## Work task:
Working from the top of the records below, reproduce each line exactly, ending once you have written the line containing "cairo_move_to(cr, x, y);".

## Extracted entries:
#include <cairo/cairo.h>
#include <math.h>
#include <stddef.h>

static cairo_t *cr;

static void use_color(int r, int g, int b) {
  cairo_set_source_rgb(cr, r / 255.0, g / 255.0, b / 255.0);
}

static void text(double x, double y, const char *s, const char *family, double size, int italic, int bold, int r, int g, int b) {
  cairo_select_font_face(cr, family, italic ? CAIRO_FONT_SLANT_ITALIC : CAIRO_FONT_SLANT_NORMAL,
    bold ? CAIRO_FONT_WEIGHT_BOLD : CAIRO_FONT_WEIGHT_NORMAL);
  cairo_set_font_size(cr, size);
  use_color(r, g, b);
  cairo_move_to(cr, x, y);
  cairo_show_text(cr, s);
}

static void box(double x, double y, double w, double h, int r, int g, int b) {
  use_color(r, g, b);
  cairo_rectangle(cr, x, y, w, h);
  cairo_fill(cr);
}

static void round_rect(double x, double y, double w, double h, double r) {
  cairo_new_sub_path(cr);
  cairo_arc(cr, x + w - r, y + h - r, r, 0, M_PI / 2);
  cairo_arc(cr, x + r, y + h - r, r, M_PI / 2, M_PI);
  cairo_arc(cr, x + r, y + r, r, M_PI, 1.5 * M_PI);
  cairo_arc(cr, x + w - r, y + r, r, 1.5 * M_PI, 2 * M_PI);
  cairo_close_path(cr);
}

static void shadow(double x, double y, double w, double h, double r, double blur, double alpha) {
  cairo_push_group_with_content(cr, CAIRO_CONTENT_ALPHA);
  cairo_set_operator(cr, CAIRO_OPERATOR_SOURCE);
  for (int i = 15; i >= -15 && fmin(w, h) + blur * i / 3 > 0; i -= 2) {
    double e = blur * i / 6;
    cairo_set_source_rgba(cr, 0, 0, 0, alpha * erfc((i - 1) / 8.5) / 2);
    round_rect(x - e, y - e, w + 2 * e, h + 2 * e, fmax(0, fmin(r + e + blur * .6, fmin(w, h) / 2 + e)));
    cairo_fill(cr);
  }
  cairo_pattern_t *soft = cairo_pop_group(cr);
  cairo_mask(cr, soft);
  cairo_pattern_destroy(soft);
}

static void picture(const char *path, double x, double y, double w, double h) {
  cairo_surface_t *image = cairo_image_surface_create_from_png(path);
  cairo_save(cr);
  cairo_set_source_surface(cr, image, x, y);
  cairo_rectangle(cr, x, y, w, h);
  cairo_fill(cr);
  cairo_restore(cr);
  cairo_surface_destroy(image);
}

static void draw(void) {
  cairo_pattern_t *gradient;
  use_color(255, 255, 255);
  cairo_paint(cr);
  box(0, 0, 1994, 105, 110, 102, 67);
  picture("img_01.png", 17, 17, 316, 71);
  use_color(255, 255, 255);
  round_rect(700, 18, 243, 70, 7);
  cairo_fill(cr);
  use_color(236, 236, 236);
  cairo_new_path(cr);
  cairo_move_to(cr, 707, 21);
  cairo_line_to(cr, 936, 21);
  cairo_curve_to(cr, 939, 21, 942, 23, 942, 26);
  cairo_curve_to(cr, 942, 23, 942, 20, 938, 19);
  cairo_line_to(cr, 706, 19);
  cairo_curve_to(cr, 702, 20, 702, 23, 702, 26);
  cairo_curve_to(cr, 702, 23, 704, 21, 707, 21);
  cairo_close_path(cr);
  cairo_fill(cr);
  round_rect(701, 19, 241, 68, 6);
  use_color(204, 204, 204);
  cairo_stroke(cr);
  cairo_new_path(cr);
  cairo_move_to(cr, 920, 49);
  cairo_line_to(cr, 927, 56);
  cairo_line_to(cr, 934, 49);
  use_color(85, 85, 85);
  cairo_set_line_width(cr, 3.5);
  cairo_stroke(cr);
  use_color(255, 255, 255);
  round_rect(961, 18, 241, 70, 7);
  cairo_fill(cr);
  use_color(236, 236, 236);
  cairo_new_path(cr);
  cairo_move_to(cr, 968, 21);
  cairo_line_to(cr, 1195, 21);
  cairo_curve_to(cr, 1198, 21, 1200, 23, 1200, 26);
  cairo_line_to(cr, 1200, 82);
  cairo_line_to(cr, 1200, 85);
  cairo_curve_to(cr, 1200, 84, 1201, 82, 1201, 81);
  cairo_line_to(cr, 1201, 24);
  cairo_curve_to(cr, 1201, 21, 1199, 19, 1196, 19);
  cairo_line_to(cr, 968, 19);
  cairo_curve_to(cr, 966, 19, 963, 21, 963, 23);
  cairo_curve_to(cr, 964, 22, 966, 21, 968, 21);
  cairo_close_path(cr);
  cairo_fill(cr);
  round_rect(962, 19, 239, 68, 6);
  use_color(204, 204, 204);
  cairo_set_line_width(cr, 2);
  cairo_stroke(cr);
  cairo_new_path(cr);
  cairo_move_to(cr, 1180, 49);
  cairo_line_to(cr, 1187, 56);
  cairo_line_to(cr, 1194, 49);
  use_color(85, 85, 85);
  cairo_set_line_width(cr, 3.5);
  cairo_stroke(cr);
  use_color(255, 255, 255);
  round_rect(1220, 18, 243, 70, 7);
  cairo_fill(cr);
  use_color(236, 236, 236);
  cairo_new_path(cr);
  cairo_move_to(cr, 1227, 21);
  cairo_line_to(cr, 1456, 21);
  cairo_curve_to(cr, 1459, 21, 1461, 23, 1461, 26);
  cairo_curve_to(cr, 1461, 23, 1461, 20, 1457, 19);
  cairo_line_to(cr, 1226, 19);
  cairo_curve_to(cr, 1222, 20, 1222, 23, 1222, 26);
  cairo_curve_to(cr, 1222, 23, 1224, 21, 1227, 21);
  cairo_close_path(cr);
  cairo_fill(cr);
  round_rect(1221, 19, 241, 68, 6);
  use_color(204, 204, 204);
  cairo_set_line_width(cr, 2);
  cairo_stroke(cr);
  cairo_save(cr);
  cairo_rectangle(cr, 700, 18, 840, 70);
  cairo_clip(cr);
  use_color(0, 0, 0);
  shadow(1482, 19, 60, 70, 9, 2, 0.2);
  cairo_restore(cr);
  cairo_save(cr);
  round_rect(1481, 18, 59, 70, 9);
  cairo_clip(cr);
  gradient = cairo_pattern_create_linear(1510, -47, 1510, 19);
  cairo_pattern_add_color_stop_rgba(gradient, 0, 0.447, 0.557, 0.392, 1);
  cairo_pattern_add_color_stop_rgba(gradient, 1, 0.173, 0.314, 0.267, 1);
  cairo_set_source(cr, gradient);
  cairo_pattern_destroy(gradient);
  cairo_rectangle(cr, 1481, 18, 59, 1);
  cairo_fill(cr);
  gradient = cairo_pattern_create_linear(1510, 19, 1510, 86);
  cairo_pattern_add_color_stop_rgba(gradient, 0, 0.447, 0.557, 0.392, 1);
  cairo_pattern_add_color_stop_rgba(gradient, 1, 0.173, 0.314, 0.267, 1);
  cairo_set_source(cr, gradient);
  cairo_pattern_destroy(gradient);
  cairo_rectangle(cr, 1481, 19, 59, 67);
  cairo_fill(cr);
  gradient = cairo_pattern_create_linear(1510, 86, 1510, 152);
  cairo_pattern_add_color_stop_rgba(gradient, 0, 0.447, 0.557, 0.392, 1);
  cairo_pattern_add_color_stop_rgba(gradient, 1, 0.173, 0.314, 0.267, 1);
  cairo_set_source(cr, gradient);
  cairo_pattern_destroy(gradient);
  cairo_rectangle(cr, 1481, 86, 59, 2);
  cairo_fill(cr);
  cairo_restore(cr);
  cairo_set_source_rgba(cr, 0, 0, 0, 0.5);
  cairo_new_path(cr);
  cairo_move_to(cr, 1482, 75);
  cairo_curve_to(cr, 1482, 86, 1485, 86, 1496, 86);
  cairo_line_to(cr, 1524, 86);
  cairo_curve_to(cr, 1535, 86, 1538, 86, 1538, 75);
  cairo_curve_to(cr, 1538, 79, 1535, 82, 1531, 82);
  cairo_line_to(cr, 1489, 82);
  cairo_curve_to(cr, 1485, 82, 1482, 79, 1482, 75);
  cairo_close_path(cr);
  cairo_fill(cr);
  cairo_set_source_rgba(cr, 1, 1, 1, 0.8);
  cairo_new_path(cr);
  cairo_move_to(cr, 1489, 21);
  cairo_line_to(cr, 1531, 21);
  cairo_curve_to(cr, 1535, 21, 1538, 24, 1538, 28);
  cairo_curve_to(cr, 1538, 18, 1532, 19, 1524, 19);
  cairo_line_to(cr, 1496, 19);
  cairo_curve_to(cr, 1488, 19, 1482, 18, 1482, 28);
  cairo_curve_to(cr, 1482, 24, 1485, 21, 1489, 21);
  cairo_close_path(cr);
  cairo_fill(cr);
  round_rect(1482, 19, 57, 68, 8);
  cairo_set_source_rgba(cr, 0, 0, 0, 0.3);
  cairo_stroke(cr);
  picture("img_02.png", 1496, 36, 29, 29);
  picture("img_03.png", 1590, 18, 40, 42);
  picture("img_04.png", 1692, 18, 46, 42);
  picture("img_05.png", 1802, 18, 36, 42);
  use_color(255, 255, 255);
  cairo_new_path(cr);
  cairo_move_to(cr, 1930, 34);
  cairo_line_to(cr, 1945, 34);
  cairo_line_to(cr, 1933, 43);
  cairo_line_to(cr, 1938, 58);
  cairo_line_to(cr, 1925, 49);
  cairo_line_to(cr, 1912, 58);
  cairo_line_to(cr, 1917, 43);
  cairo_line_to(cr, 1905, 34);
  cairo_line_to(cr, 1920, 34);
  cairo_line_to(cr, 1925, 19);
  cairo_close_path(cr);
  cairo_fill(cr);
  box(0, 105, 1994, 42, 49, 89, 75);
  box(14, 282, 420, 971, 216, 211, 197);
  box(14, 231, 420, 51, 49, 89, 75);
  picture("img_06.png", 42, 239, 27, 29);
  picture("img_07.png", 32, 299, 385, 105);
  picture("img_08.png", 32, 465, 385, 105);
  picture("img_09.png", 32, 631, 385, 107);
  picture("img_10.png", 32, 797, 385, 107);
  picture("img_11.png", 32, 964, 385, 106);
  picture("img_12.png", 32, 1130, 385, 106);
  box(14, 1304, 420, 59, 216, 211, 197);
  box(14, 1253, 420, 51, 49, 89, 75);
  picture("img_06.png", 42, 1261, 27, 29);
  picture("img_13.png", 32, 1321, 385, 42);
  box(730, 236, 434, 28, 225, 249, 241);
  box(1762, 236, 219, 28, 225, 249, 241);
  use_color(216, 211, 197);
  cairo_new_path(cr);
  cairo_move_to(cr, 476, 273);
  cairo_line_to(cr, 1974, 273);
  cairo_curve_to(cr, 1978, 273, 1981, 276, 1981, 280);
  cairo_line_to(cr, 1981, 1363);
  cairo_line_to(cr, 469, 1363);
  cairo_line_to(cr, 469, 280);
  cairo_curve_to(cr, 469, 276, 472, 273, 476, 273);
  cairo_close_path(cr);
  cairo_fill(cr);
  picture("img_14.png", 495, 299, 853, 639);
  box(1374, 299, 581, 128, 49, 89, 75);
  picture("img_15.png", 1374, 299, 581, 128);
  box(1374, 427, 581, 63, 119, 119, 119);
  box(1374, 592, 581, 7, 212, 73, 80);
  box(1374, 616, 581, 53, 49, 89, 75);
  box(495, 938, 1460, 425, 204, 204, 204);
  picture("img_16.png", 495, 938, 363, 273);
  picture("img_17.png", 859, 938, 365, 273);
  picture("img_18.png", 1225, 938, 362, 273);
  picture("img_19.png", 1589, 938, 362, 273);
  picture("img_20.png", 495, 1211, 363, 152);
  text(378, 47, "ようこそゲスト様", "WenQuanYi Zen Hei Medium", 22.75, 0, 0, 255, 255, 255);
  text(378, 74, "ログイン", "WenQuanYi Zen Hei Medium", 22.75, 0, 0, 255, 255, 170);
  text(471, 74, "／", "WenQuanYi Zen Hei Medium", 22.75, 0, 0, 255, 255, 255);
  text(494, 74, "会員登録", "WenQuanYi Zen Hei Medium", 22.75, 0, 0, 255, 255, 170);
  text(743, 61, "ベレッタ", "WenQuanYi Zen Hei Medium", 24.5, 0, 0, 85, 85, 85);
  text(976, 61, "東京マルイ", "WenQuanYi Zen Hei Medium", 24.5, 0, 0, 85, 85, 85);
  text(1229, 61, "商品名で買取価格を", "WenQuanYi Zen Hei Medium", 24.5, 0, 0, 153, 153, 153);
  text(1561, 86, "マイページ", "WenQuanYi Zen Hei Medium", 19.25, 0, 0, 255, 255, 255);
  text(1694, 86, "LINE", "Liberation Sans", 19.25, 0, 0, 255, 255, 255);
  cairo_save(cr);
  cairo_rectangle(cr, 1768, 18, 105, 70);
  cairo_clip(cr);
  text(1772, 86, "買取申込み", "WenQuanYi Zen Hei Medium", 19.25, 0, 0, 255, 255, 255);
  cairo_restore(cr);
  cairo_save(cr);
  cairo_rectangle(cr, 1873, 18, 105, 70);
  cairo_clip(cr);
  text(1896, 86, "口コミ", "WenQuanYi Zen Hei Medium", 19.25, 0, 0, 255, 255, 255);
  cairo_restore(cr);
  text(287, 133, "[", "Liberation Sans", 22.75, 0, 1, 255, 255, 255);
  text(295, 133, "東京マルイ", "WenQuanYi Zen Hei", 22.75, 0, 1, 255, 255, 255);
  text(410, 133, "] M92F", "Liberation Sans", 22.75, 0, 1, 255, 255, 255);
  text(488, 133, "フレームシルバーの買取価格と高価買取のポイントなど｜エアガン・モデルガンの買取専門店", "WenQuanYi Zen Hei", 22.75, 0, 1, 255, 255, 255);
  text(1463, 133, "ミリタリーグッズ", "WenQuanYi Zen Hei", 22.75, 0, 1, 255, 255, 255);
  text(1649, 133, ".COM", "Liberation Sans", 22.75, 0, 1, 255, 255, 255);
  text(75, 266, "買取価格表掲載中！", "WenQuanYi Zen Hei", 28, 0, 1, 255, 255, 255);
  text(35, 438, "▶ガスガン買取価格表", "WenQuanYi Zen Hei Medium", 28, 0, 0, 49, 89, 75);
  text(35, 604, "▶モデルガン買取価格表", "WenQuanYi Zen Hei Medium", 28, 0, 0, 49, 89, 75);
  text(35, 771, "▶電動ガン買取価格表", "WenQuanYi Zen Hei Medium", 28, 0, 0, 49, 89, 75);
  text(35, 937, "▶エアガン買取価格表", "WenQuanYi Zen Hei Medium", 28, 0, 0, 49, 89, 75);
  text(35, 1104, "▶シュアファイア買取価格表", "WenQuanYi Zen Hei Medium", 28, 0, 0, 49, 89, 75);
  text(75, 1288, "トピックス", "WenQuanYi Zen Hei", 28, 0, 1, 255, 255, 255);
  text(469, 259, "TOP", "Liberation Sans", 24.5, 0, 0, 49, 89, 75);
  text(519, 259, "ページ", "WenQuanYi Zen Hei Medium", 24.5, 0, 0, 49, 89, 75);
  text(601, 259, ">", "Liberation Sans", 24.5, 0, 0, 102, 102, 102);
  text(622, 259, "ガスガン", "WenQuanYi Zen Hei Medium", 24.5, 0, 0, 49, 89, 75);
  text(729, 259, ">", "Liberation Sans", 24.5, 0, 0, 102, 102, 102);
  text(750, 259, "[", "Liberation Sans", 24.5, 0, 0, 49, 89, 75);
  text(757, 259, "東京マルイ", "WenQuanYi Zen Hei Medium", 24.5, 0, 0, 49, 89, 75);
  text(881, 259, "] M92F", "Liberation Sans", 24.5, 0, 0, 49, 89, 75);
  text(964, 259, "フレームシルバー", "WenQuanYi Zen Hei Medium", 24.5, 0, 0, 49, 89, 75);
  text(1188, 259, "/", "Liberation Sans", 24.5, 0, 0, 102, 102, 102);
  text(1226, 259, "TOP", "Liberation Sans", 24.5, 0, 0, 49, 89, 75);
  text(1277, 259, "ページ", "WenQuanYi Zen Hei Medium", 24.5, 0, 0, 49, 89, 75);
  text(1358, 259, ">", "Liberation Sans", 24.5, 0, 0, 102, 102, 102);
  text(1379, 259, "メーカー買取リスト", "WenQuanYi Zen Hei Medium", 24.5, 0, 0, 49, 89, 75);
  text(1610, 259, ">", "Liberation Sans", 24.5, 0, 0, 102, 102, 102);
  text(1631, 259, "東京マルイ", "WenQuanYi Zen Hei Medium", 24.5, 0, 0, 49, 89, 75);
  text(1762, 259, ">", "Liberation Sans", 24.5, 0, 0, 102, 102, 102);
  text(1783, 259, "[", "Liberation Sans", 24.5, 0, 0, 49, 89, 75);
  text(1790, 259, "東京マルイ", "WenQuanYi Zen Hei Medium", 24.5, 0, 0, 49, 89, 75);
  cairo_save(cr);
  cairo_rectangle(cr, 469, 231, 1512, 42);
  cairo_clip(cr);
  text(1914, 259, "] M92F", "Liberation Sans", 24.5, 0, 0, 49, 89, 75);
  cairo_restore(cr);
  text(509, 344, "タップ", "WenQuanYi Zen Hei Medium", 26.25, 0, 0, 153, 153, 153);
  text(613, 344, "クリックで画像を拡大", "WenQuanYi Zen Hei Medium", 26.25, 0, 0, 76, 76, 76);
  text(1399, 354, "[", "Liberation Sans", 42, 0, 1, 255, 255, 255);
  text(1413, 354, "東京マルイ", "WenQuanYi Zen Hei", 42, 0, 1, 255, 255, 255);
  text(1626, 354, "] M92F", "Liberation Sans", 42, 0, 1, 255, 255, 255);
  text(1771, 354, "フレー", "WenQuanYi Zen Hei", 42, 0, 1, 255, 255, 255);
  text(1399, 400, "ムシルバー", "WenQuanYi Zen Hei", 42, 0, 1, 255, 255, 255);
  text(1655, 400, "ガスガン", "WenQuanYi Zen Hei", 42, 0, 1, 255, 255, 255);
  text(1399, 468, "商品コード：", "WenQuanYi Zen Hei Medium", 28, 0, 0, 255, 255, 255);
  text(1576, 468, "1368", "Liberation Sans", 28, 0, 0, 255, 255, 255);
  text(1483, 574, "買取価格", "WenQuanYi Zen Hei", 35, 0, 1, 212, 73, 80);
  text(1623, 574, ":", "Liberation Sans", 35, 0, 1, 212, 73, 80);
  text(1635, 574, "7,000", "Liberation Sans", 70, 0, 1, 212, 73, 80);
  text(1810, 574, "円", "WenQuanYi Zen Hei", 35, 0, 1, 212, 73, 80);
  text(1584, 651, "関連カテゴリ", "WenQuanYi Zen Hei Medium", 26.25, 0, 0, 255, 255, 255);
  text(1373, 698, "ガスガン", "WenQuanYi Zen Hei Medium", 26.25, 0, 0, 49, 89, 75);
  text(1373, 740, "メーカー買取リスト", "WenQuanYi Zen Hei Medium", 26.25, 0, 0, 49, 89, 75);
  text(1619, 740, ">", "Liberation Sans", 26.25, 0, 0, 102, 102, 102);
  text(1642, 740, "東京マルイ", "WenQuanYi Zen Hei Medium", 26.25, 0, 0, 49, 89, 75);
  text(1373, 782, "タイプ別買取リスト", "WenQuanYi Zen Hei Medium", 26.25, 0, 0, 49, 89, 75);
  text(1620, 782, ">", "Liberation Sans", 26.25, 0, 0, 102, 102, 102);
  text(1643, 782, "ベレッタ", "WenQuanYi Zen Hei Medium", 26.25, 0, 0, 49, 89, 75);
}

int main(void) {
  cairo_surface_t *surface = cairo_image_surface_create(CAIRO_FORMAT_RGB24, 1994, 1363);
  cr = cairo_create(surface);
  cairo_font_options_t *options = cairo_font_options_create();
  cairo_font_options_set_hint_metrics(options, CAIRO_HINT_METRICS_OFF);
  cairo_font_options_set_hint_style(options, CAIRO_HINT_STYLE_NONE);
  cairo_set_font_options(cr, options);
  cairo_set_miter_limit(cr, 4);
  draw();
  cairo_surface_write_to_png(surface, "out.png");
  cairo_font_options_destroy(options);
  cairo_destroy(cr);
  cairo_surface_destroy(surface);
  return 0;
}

## Solution:
#include <cairo/cairo.h>
#include <math.h>
#include <stddef.h>

static cairo_t *cr;

static void use_color(int r, int g, int b) {
  cairo_set_source_rgb(cr, r / 255.0, g / 255.0, b / 255.0);
}

static void text(double x, double y, const char *s, const char *family, double size, int italic, int bold, int r, int g, int b) {
  cairo_select_font_face(cr, family, italic ? CAIRO_FONT_SLANT_ITALIC : CAIRO_FONT_SLANT_NORMAL,
    bold ? CAIRO_FONT_WEIGHT_BOLD : CAIRO_FONT_WEIGHT_NORMAL);
  cairo_set_font_size(cr, size);
  use_color(r, g, b);
  cairo_move_to(cr, x, y);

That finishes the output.